Neil’s Bullying, Blustering Led To Loss

State Sen. David Ige (left) waves to his supporters and thanks Gov. Neil Abercrombie Aug. 9 after Ige defeated the governor in the primary election. AP PHOTO/EUGENE TANNER

State Sen. David Ige (left) waves to his supporters and thanks Gov. Neil Abercrombie Aug. 9 after Ige defeated the governor in the primary election. AP PHOTO/EUGENE TANNER

Four years ago, Neil Abercrombie resigned a safe seat in the United States Congress to run for governor. He easily defeated his Democratic primary opponent Mufi Hannemann. In the November general election, he just as easily dispatched Republican gubernatorial nominee Duke Aiona.

Four short years later, Abercrombie became the first sitting governor in Hawaii’s history to lose in a primary election.

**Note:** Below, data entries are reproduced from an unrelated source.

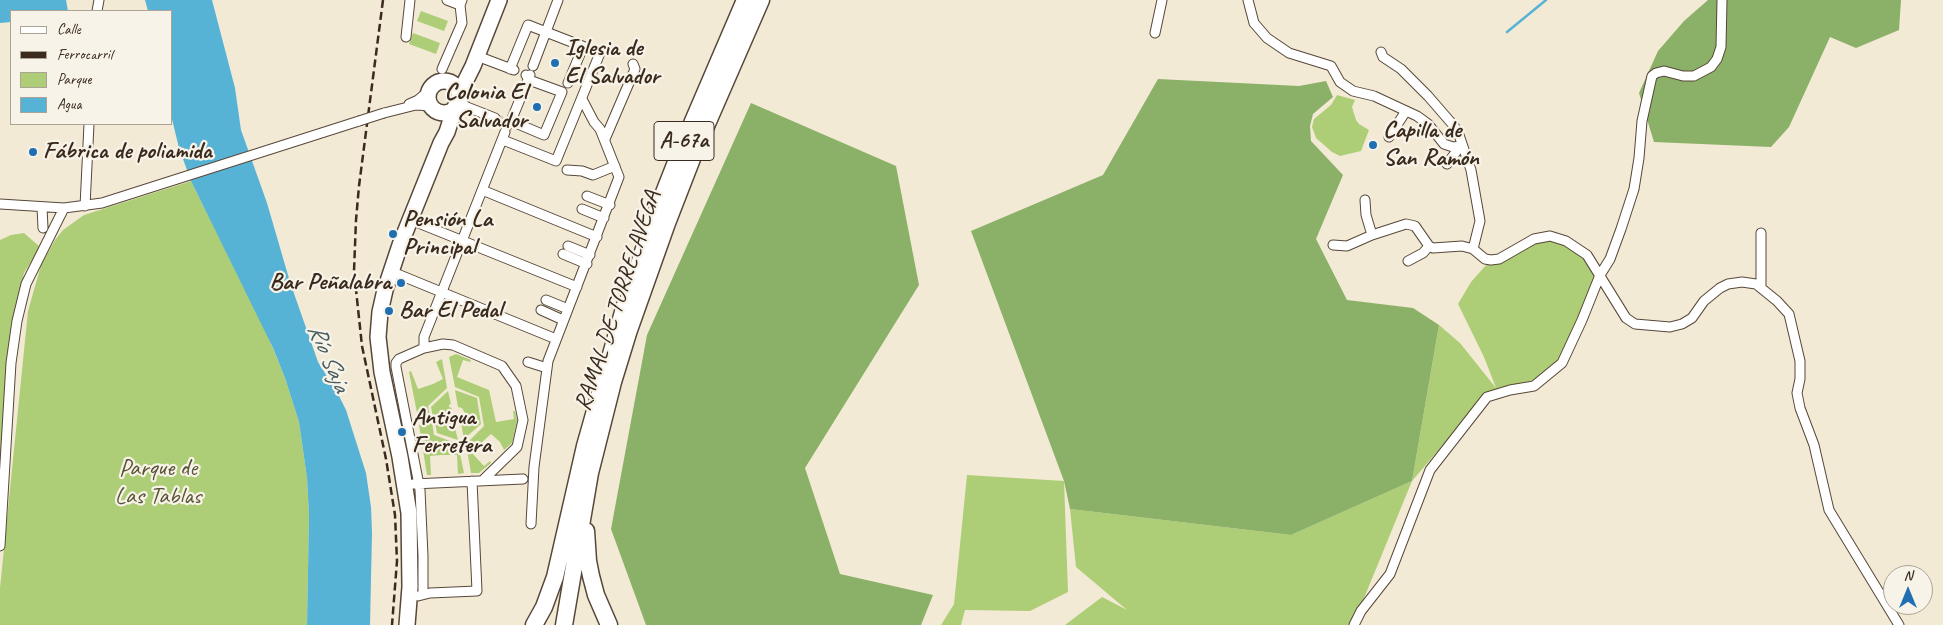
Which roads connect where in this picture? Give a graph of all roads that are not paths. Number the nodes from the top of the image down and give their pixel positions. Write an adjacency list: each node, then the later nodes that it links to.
1 (410, 0): 13 (street)
2 (447, 0): 10 (street)
3 (499, 0): 16 (highway)
4 (558, 0): 11 (street)
5 (745, 0): 64 (highway, RAMAL DE TORRELAVEGA / A-67a)
6 (761, 0): 48 (highway, RAMAL DE TORRELAVEGA / A-67a)
7 (1162, 0): 12 (street)
8 (1248, 0): 26 (street)
9 (1722, 0): 63 (street)
10 (461, 2): 19 (street)
11 (546, 32): 14 (street); 16 (street); 18 (street)
12 (1155, 33)
13 (406, 36)
14 (583, 47): 20 (street); 22 (street)
15 (1381, 52): 33 (street)
16 (475, 61): 19 (highway); 23 (highway)
17 (633, 64): 31 (street)
18 (529, 74): 29 (street); 29 (street)
19 (445, 75): 21 (highway); 23 (highway)
20 (566, 88)
21 (430, 90): 24 (street); 25 (highway)
22 (582, 99): 29 (street); 31 (street)
23 (458, 101): 25 (highway); 27 (street); 32 (highway)
24 (402, 108): 25 (street); 42 (street, bridge)
25 (435, 109): 32 (highway)
26 (1406, 111): 30 (street); 33 (street)
27 (495, 118)
28 (90, 125): 42 (street)
29 (507, 127): 37 (street)
30 (1390, 137)
31 (605, 139): 35 (street)
32 (441, 144): 47 (highway)
33 (1460, 146): 34 (street); 57 (street)
34 (1447, 164)
35 (615, 166): 36 (street); 41 (street)
36 (567, 170)
37 (482, 190): 52 (street); 53 (street)
38 (587, 196): 41 (street)
39 (1365, 200): 51 (street)
40 (0, 204): 43 (street)
41 (610, 205): 46 (street)
42 (85, 206): 44 (street)
43 (42, 207): 44 (street); 49 (street)
44 (64, 208): 81 (street)
45 (582, 209): 46 (street)
46 (604, 218): 52 (street)
47 (411, 220): 53 (street); 62 (highway)
48 (667, 224): 83 (highway, RAMAL DE TORRELAVEGA / A-67a); 86 (highway)
49 (43, 228)
50 (1761, 233): 66 (street)
51 (1372, 235): 54 (street); 56 (street)
52 (597, 237): 59 (street)
53 (462, 241): 65 (street); 67 (street)
54 (1333, 244)
55 (568, 246): 59 (street)
56 (1430, 246): 57 (street); 60 (street)
57 (1473, 249): 63 (street)
58 (563, 254): 61 (street)
59 (590, 255): 61 (street)
60 (1408, 261)
61 (587, 264): 65 (street)
62 (390, 271): 67 (street); 79 (highway)
63 (1600, 275): 66 (street); 87 (street)
64 (632, 286): 83 (highway, RAMAL DE TORRELAVEGA / A-67a); 85 (highway)
65 (577, 287): 69 (street)
66 (1760, 288): 88 (street)
67 (441, 292): 72 (street); 73 (street)
68 (546, 300): 69 (street)
69 (568, 309): 71 (street)
70 (541, 310): 71 (street)
71 (563, 320): 72 (street)
72 (556, 339): 75 (street)
73 (424, 348): 78 (street); 79 (street)
74 (528, 362): 75 (street)
75 (547, 368): 80 (street)
76 (523, 479): 78 (street)
77 (472, 481): 78 (street); 79 (street); 82 (street)
78 (482, 481)
79 (412, 484): 82 (highway)
80 (531, 524)
81 (0, 546)
82 (416, 597): 84 (highway)
83 (563, 623)
84 (407, 625)
85 (534, 625)
86 (609, 625)
87 (1354, 625)
88 (1899, 625)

And it wasn’t pretty. When the final votes were counted, Abercrombie carried only three of the state’s 51 House districts, losing to his opponent by better than a 2-to-1 margin. A quiet, little-known, underfunded state senator, David Ige, beat Abercrombie damned near everywhere, this despite being outspent by the incumbent governor 10-to-1.

How can?

Easy. Real easy. By Neil being Neil in Hawaii every day for four long years.

Go back to 1970. In that year, Abercrombie entered Hawaii politics as a long-haired, colorfully attired candidate for U.S. Senate. He didn’t come close to winning, but the press loved him. He’s endlessly quotable, and Abercrombie received a disproportionate amount of ink, if few votes.

In 1974, he won the Manoa seat in the state House of Representatives; four years later, he moved to state Senate. He served in the Legislature for a dozen years, providing sound bites by the bushel for print and television reporters alike. His reputation grew, but he also began to grate. Reporters began to flee Abercrombie’s torrent of words.

Perhaps some voters did as well. In 1986, Rep. Cec Heftel resigned his seat to run for governor. Abercrombie won a multi-candidate race to serve out the remaining months of Heftel’s term. But he lost the Democratic primary for the full term to Hannemann, who in turn lost the general election to Republican Pat Saiki.

Abercrombie found a place to park at the Department of Education, but not for long. In 1988 he won an open seat on the Honolulu City Council. Two years into his term, Saiki announced for the Senate. Abercrombie, Senate president Norman Mizuguchi and Matt Matsunaga ran for the vacant House seat.

The latter two split the local vote, and Neil Abercrombie went back to Washington, this time for 20 years.

He was out of sight and out of mind. Neither daily newspaper of the day maintained a Washington bureau. Neither did any of the television stations. Neil’s rhetorical flourishes and pitch-perfect sound bites seldom went anywhere but into the dull, gray Congressional Record.

When he did return to Hawaii during congressional recesses, Abercrombie’s volubility was restricted to Rotary Club speeches few attended, public television shows few watched, or Democratic state party conventions full of only the faithful.

But then he came home for good, to become governor in the midst of the Great Recession. He brought with him a “New Day Plan” full of promises that the state’s treasury and the Legislature’s reticence about raising taxes could not keep.

Worse, everyone listened to every word Gov. Abercrombie said, whether dressing down nurses, proposing to tax the pensions of retirees, suggesting Dan Inouye didn’t ask him to appoint Colleen Hanabusa to the Senate, calling for a special session to pass a same-sex marriage bill, or telling Hawaii’s teachers that this was the state’s “last and best offer.”

And Abercrombie’s torrent of words, his “bullying and bluster,” as one critic put it, wore thin very fast.

Ultimately, the voters grew weary, two-thirds of them.